AVAILABLE DATA
===============

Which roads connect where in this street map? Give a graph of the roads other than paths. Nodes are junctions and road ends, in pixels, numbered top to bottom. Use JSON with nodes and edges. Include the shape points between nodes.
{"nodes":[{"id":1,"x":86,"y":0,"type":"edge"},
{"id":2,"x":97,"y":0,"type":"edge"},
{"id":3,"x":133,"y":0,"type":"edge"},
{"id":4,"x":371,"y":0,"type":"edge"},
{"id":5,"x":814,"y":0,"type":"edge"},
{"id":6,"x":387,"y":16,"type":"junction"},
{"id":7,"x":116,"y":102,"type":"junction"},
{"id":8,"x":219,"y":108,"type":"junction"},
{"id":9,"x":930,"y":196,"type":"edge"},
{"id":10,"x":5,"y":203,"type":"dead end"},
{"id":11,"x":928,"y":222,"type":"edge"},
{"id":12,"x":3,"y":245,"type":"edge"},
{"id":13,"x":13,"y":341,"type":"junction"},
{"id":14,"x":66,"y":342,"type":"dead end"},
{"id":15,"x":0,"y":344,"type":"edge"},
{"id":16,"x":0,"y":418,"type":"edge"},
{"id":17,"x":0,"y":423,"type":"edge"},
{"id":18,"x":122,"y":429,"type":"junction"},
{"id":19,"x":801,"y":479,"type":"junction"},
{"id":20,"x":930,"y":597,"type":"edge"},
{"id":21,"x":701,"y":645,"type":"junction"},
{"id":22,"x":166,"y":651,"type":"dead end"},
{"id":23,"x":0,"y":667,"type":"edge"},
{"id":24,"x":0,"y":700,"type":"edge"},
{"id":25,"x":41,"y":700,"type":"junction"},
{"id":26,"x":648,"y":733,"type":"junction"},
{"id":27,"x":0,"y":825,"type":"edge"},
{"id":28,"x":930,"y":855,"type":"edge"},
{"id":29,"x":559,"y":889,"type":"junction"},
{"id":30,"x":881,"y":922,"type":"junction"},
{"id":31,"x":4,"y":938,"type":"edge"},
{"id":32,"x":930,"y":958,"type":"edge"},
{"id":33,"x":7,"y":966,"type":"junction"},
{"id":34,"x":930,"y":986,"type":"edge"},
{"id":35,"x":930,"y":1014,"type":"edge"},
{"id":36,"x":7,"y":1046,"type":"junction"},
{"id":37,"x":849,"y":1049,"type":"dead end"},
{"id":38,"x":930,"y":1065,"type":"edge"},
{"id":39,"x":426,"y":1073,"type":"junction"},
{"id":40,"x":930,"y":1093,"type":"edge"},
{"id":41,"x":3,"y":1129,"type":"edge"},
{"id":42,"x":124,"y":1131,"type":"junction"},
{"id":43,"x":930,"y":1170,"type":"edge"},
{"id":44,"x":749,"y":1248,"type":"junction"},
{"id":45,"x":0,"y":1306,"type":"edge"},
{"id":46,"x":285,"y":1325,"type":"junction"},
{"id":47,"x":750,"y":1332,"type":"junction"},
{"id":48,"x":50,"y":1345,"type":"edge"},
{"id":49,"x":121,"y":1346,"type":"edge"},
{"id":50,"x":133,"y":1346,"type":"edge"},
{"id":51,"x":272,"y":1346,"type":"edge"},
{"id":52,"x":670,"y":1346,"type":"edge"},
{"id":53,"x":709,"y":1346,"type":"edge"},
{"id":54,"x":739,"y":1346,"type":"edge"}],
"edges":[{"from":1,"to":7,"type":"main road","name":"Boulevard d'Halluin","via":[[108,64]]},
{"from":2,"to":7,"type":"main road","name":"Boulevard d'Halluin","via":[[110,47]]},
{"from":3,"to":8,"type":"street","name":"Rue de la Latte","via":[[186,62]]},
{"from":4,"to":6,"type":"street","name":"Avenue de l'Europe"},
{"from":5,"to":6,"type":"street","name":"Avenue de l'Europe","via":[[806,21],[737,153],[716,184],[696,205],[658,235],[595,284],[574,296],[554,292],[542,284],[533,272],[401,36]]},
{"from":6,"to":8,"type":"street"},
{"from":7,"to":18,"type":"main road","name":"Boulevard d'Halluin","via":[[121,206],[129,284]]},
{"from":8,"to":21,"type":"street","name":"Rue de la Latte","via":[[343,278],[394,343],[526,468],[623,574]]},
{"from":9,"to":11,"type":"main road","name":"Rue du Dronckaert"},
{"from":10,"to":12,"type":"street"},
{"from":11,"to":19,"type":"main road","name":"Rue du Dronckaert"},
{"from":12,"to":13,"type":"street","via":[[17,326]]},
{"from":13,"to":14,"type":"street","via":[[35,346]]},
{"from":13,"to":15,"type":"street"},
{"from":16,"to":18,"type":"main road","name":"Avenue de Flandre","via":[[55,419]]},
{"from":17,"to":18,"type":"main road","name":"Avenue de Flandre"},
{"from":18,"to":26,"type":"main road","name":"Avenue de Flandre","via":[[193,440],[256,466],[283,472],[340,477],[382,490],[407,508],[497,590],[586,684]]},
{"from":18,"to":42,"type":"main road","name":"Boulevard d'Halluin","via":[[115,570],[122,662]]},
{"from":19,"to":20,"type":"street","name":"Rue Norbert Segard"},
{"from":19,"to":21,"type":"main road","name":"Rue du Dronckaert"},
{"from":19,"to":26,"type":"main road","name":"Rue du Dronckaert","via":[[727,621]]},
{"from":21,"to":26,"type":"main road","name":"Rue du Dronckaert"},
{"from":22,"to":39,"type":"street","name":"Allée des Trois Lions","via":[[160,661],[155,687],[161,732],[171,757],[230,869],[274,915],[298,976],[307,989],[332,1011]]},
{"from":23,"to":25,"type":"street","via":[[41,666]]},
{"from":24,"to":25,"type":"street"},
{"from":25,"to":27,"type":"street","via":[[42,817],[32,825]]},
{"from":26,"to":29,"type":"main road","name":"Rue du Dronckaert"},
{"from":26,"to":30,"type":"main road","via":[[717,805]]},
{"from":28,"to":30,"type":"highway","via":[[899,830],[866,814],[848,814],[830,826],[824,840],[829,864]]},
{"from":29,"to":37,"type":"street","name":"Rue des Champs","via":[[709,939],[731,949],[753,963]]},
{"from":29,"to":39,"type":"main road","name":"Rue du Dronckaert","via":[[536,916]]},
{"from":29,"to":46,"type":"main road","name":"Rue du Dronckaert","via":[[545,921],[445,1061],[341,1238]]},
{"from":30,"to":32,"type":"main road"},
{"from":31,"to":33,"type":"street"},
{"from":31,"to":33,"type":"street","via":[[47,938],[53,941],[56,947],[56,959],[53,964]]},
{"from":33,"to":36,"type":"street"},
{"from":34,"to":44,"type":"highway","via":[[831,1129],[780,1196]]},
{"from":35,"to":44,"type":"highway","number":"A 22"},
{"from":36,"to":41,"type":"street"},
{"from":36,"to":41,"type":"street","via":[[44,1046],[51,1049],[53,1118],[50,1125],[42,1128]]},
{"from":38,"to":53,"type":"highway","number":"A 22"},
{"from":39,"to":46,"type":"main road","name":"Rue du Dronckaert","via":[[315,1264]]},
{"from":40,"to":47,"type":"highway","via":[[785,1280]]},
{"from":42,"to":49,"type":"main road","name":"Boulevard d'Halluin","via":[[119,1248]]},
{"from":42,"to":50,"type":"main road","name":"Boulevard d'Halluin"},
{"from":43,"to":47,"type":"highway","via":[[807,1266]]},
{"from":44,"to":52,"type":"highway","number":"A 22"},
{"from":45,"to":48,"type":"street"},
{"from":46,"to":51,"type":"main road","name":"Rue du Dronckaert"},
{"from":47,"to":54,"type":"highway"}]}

===============

TRY IT
Line by line, reproduce the records above exactly.

EXERCISE RESULT
Which roads connect where in this street map? Give a graph of the roads other than paths. Nodes are junctions and road ends, in pixels, numbered top to bottom. Use JSON with nodes and edges. Include the shape points between nodes.
{"nodes":[{"id":1,"x":86,"y":0,"type":"edge"},
{"id":2,"x":97,"y":0,"type":"edge"},
{"id":3,"x":133,"y":0,"type":"edge"},
{"id":4,"x":371,"y":0,"type":"edge"},
{"id":5,"x":814,"y":0,"type":"edge"},
{"id":6,"x":387,"y":16,"type":"junction"},
{"id":7,"x":116,"y":102,"type":"junction"},
{"id":8,"x":219,"y":108,"type":"junction"},
{"id":9,"x":930,"y":196,"type":"edge"},
{"id":10,"x":5,"y":203,"type":"dead end"},
{"id":11,"x":928,"y":222,"type":"edge"},
{"id":12,"x":3,"y":245,"type":"edge"},
{"id":13,"x":13,"y":341,"type":"junction"},
{"id":14,"x":66,"y":342,"type":"dead end"},
{"id":15,"x":0,"y":344,"type":"edge"},
{"id":16,"x":0,"y":418,"type":"edge"},
{"id":17,"x":0,"y":423,"type":"edge"},
{"id":18,"x":122,"y":429,"type":"junction"},
{"id":19,"x":801,"y":479,"type":"junction"},
{"id":20,"x":930,"y":597,"type":"edge"},
{"id":21,"x":701,"y":645,"type":"junction"},
{"id":22,"x":166,"y":651,"type":"dead end"},
{"id":23,"x":0,"y":667,"type":"edge"},
{"id":24,"x":0,"y":700,"type":"edge"},
{"id":25,"x":41,"y":700,"type":"junction"},
{"id":26,"x":648,"y":733,"type":"junction"},
{"id":27,"x":0,"y":825,"type":"edge"},
{"id":28,"x":930,"y":855,"type":"edge"},
{"id":29,"x":559,"y":889,"type":"junction"},
{"id":30,"x":881,"y":922,"type":"junction"},
{"id":31,"x":4,"y":938,"type":"edge"},
{"id":32,"x":930,"y":958,"type":"edge"},
{"id":33,"x":7,"y":966,"type":"junction"},
{"id":34,"x":930,"y":986,"type":"edge"},
{"id":35,"x":930,"y":1014,"type":"edge"},
{"id":36,"x":7,"y":1046,"type":"junction"},
{"id":37,"x":849,"y":1049,"type":"dead end"},
{"id":38,"x":930,"y":1065,"type":"edge"},
{"id":39,"x":426,"y":1073,"type":"junction"},
{"id":40,"x":930,"y":1093,"type":"edge"},
{"id":41,"x":3,"y":1129,"type":"edge"},
{"id":42,"x":124,"y":1131,"type":"junction"},
{"id":43,"x":930,"y":1170,"type":"edge"},
{"id":44,"x":749,"y":1248,"type":"junction"},
{"id":45,"x":0,"y":1306,"type":"edge"},
{"id":46,"x":285,"y":1325,"type":"junction"},
{"id":47,"x":750,"y":1332,"type":"junction"},
{"id":48,"x":50,"y":1345,"type":"edge"},
{"id":49,"x":121,"y":1346,"type":"edge"},
{"id":50,"x":133,"y":1346,"type":"edge"},
{"id":51,"x":272,"y":1346,"type":"edge"},
{"id":52,"x":670,"y":1346,"type":"edge"},
{"id":53,"x":709,"y":1346,"type":"edge"},
{"id":54,"x":739,"y":1346,"type":"edge"}],
"edges":[{"from":1,"to":7,"type":"main road","name":"Boulevard d'Halluin","via":[[108,64]]},
{"from":2,"to":7,"type":"main road","name":"Boulevard d'Halluin","via":[[110,47]]},
{"from":3,"to":8,"type":"street","name":"Rue de la Latte","via":[[186,62]]},
{"from":4,"to":6,"type":"street","name":"Avenue de l'Europe"},
{"from":5,"to":6,"type":"street","name":"Avenue de l'Europe","via":[[806,21],[737,153],[716,184],[696,205],[658,235],[595,284],[574,296],[554,292],[542,284],[533,272],[401,36]]},
{"from":6,"to":8,"type":"street"},
{"from":7,"to":18,"type":"main road","name":"Boulevard d'Halluin","via":[[121,206],[129,284]]},
{"from":8,"to":21,"type":"street","name":"Rue de la Latte","via":[[343,278],[394,343],[526,468],[623,574]]},
{"from":9,"to":11,"type":"main road","name":"Rue du Dronckaert"},
{"from":10,"to":12,"type":"street"},
{"from":11,"to":19,"type":"main road","name":"Rue du Dronckaert"},
{"from":12,"to":13,"type":"street","via":[[17,326]]},
{"from":13,"to":14,"type":"street","via":[[35,346]]},
{"from":13,"to":15,"type":"street"},
{"from":16,"to":18,"type":"main road","name":"Avenue de Flandre","via":[[55,419]]},
{"from":17,"to":18,"type":"main road","name":"Avenue de Flandre"},
{"from":18,"to":26,"type":"main road","name":"Avenue de Flandre","via":[[193,440],[256,466],[283,472],[340,477],[382,490],[407,508],[497,590],[586,684]]},
{"from":18,"to":42,"type":"main road","name":"Boulevard d'Halluin","via":[[115,570],[122,662]]},
{"from":19,"to":20,"type":"street","name":"Rue Norbert Segard"},
{"from":19,"to":21,"type":"main road","name":"Rue du Dronckaert"},
{"from":19,"to":26,"type":"main road","name":"Rue du Dronckaert","via":[[727,621]]},
{"from":21,"to":26,"type":"main road","name":"Rue du Dronckaert"},
{"from":22,"to":39,"type":"street","name":"Allée des Trois Lions","via":[[160,661],[155,687],[161,732],[171,757],[230,869],[274,915],[298,976],[307,989],[332,1011]]},
{"from":23,"to":25,"type":"street","via":[[41,666]]},
{"from":24,"to":25,"type":"street"},
{"from":25,"to":27,"type":"street","via":[[42,817],[32,825]]},
{"from":26,"to":29,"type":"main road","name":"Rue du Dronckaert"},
{"from":26,"to":30,"type":"main road","via":[[717,805]]},
{"from":28,"to":30,"type":"highway","via":[[899,830],[866,814],[848,814],[830,826],[824,840],[829,864]]},
{"from":29,"to":37,"type":"street","name":"Rue des Champs","via":[[709,939],[731,949],[753,963]]},
{"from":29,"to":39,"type":"main road","name":"Rue du Dronckaert","via":[[536,916]]},
{"from":29,"to":46,"type":"main road","name":"Rue du Dronckaert","via":[[545,921],[445,1061],[341,1238]]},
{"from":30,"to":32,"type":"main road"},
{"from":31,"to":33,"type":"street"},
{"from":31,"to":33,"type":"street","via":[[47,938],[53,941],[56,947],[56,959],[53,964]]},
{"from":33,"to":36,"type":"street"},
{"from":34,"to":44,"type":"highway","via":[[831,1129],[780,1196]]},
{"from":35,"to":44,"type":"highway","number":"A 22"},
{"from":36,"to":41,"type":"street"},
{"from":36,"to":41,"type":"street","via":[[44,1046],[51,1049],[53,1118],[50,1125],[42,1128]]},
{"from":38,"to":53,"type":"highway","number":"A 22"},
{"from":39,"to":46,"type":"main road","name":"Rue du Dronckaert","via":[[315,1264]]},
{"from":40,"to":47,"type":"highway","via":[[785,1280]]},
{"from":42,"to":49,"type":"main road","name":"Boulevard d'Halluin","via":[[119,1248]]},
{"from":42,"to":50,"type":"main road","name":"Boulevard d'Halluin"},
{"from":43,"to":47,"type":"highway","via":[[807,1266]]},
{"from":44,"to":52,"type":"highway","number":"A 22"},
{"from":45,"to":48,"type":"street"},
{"from":46,"to":51,"type":"main road","name":"Rue du Dronckaert"},
{"from":47,"to":54,"type":"highway"}]}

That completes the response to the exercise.